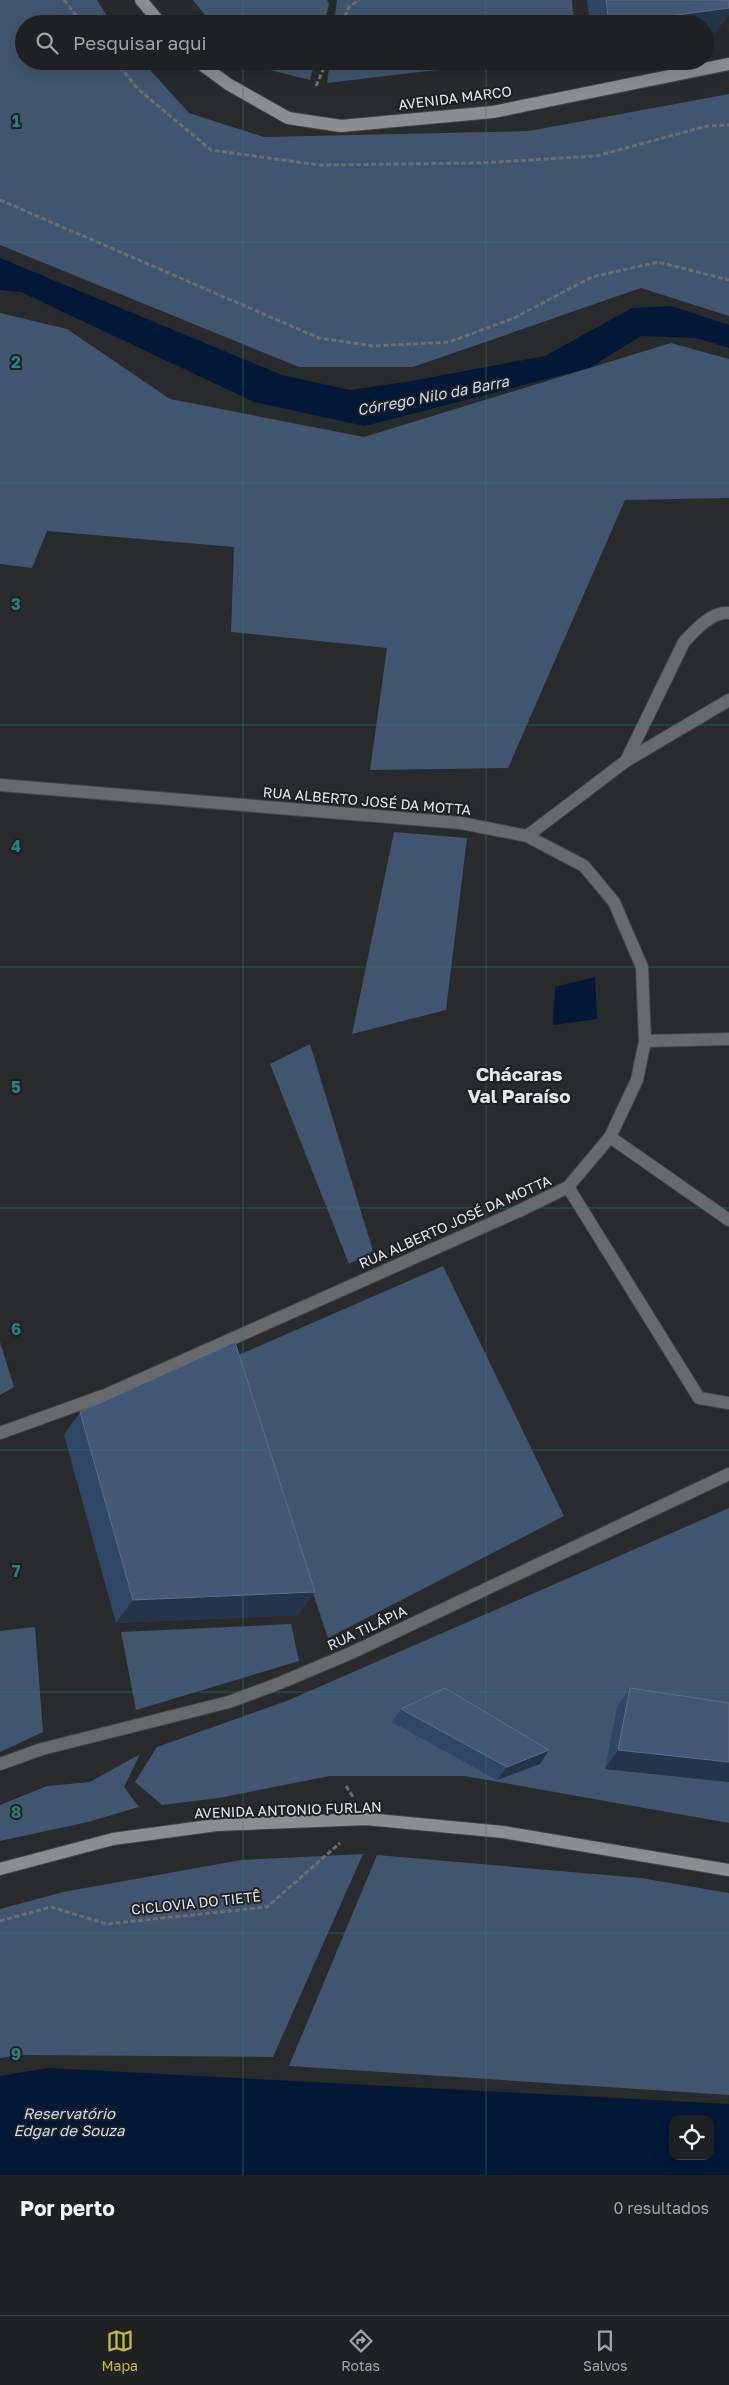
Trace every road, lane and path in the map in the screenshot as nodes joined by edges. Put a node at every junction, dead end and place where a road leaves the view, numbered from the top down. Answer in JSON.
{"nodes":[{"id":1,"x":64,"y":0,"type":"edge"},
{"id":2,"x":141,"y":0,"type":"edge"},
{"id":3,"x":358,"y":0,"type":"edge"},
{"id":4,"x":76,"y":15,"type":"edge"},
{"id":5,"x":154,"y":15,"type":"edge"},
{"id":6,"x":346,"y":15,"type":"edge"},
{"id":7,"x":729,"y":64,"type":"edge"},
{"id":8,"x":714,"y":67,"type":"edge"},
{"id":9,"x":122,"y":70,"type":"edge"},
{"id":10,"x":209,"y":70,"type":"edge"},
{"id":11,"x":323,"y":70,"type":"edge"},
{"id":12,"x":700,"y":70,"type":"edge"},
{"id":13,"x":316,"y":86,"type":"dead end"},
{"id":14,"x":729,"y":125,"type":"edge"},
{"id":15,"x":0,"y":200,"type":"edge"},
{"id":16,"x":729,"y":280,"type":"edge"},
{"id":17,"x":729,"y":613,"type":"edge"},
{"id":18,"x":729,"y":700,"type":"edge"},
{"id":19,"x":626,"y":761,"type":"junction"},
{"id":20,"x":0,"y":785,"type":"edge"},
{"id":21,"x":527,"y":836,"type":"junction"},
{"id":22,"x":729,"y":1038,"type":"edge"},
{"id":23,"x":645,"y":1041,"type":"junction"},
{"id":24,"x":610,"y":1137,"type":"junction"},
{"id":25,"x":568,"y":1187,"type":"junction"},
{"id":26,"x":729,"y":1220,"type":"edge"},
{"id":27,"x":729,"y":1403,"type":"edge"},
{"id":28,"x":0,"y":1433,"type":"edge"},
{"id":29,"x":729,"y":1474,"type":"edge"},
{"id":30,"x":0,"y":1764,"type":"edge"},
{"id":31,"x":366,"y":1819,"type":"junction"},
{"id":32,"x":0,"y":1869,"type":"edge"},
{"id":33,"x":729,"y":1870,"type":"edge"},
{"id":34,"x":0,"y":1921,"type":"edge"}],
"edges":[{"from":1,"to":4,"type":"path"},
{"from":2,"to":5,"type":"main road"},
{"from":3,"to":6,"type":"path"},
{"from":7,"to":8,"type":"main road","name":"AVENIDA MARCO"},
{"from":9,"to":14,"type":"path"},
{"from":10,"to":12,"type":"main road","name":"AVENIDA MARCO"},
{"from":11,"to":13,"type":"path"},
{"from":15,"to":16,"type":"path"},
{"from":17,"to":19,"type":"street"},
{"from":18,"to":19,"type":"street"},
{"from":19,"to":21,"type":"street"},
{"from":20,"to":21,"type":"street","name":"RUA ALBERTO JOSÉ DA MOTTA"},
{"from":21,"to":23,"type":"street","name":"RUA ALBERTO JOSÉ DA MOTTA"},
{"from":22,"to":23,"type":"street"},
{"from":23,"to":24,"type":"street","name":"RUA ALBERTO JOSÉ DA MOTTA"},
{"from":24,"to":25,"type":"street","name":"RUA ALBERTO JOSÉ DA MOTTA"},
{"from":24,"to":26,"type":"street"},
{"from":25,"to":27,"type":"street"},
{"from":25,"to":28,"type":"street","name":"RUA ALBERTO JOSÉ DA MOTTA"},
{"from":29,"to":30,"type":"street","name":"RUA TILÁPIA"},
{"from":31,"to":32,"type":"main road","name":"AVENIDA ANTONIO FURLAN"},
{"from":31,"to":33,"type":"main road","name":"AVENIDA ANTONIO FURLAN"},
{"from":31,"to":34,"type":"path","name":"CICLOVIA DO TIETÊ"}]}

## Your instructions
Output the data exactly, pictures omitted.

## Answer box
Trace every road, lane and path in the map in the screenshot as nodes joined by edges. Put a node at every junction, dead end and place where a road leaves the view, numbered from the top down. Answer in JSON.
{"nodes":[{"id":1,"x":64,"y":0,"type":"edge"},
{"id":2,"x":141,"y":0,"type":"edge"},
{"id":3,"x":358,"y":0,"type":"edge"},
{"id":4,"x":76,"y":15,"type":"edge"},
{"id":5,"x":154,"y":15,"type":"edge"},
{"id":6,"x":346,"y":15,"type":"edge"},
{"id":7,"x":729,"y":64,"type":"edge"},
{"id":8,"x":714,"y":67,"type":"edge"},
{"id":9,"x":122,"y":70,"type":"edge"},
{"id":10,"x":209,"y":70,"type":"edge"},
{"id":11,"x":323,"y":70,"type":"edge"},
{"id":12,"x":700,"y":70,"type":"edge"},
{"id":13,"x":316,"y":86,"type":"dead end"},
{"id":14,"x":729,"y":125,"type":"edge"},
{"id":15,"x":0,"y":200,"type":"edge"},
{"id":16,"x":729,"y":280,"type":"edge"},
{"id":17,"x":729,"y":613,"type":"edge"},
{"id":18,"x":729,"y":700,"type":"edge"},
{"id":19,"x":626,"y":761,"type":"junction"},
{"id":20,"x":0,"y":785,"type":"edge"},
{"id":21,"x":527,"y":836,"type":"junction"},
{"id":22,"x":729,"y":1038,"type":"edge"},
{"id":23,"x":645,"y":1041,"type":"junction"},
{"id":24,"x":610,"y":1137,"type":"junction"},
{"id":25,"x":568,"y":1187,"type":"junction"},
{"id":26,"x":729,"y":1220,"type":"edge"},
{"id":27,"x":729,"y":1403,"type":"edge"},
{"id":28,"x":0,"y":1433,"type":"edge"},
{"id":29,"x":729,"y":1474,"type":"edge"},
{"id":30,"x":0,"y":1764,"type":"edge"},
{"id":31,"x":366,"y":1819,"type":"junction"},
{"id":32,"x":0,"y":1869,"type":"edge"},
{"id":33,"x":729,"y":1870,"type":"edge"},
{"id":34,"x":0,"y":1921,"type":"edge"}],
"edges":[{"from":1,"to":4,"type":"path"},
{"from":2,"to":5,"type":"main road"},
{"from":3,"to":6,"type":"path"},
{"from":7,"to":8,"type":"main road","name":"AVENIDA MARCO"},
{"from":9,"to":14,"type":"path"},
{"from":10,"to":12,"type":"main road","name":"AVENIDA MARCO"},
{"from":11,"to":13,"type":"path"},
{"from":15,"to":16,"type":"path"},
{"from":17,"to":19,"type":"street"},
{"from":18,"to":19,"type":"street"},
{"from":19,"to":21,"type":"street"},
{"from":20,"to":21,"type":"street","name":"RUA ALBERTO JOSÉ DA MOTTA"},
{"from":21,"to":23,"type":"street","name":"RUA ALBERTO JOSÉ DA MOTTA"},
{"from":22,"to":23,"type":"street"},
{"from":23,"to":24,"type":"street","name":"RUA ALBERTO JOSÉ DA MOTTA"},
{"from":24,"to":25,"type":"street","name":"RUA ALBERTO JOSÉ DA MOTTA"},
{"from":24,"to":26,"type":"street"},
{"from":25,"to":27,"type":"street"},
{"from":25,"to":28,"type":"street","name":"RUA ALBERTO JOSÉ DA MOTTA"},
{"from":29,"to":30,"type":"street","name":"RUA TILÁPIA"},
{"from":31,"to":32,"type":"main road","name":"AVENIDA ANTONIO FURLAN"},
{"from":31,"to":33,"type":"main road","name":"AVENIDA ANTONIO FURLAN"},
{"from":31,"to":34,"type":"path","name":"CICLOVIA DO TIETÊ"}]}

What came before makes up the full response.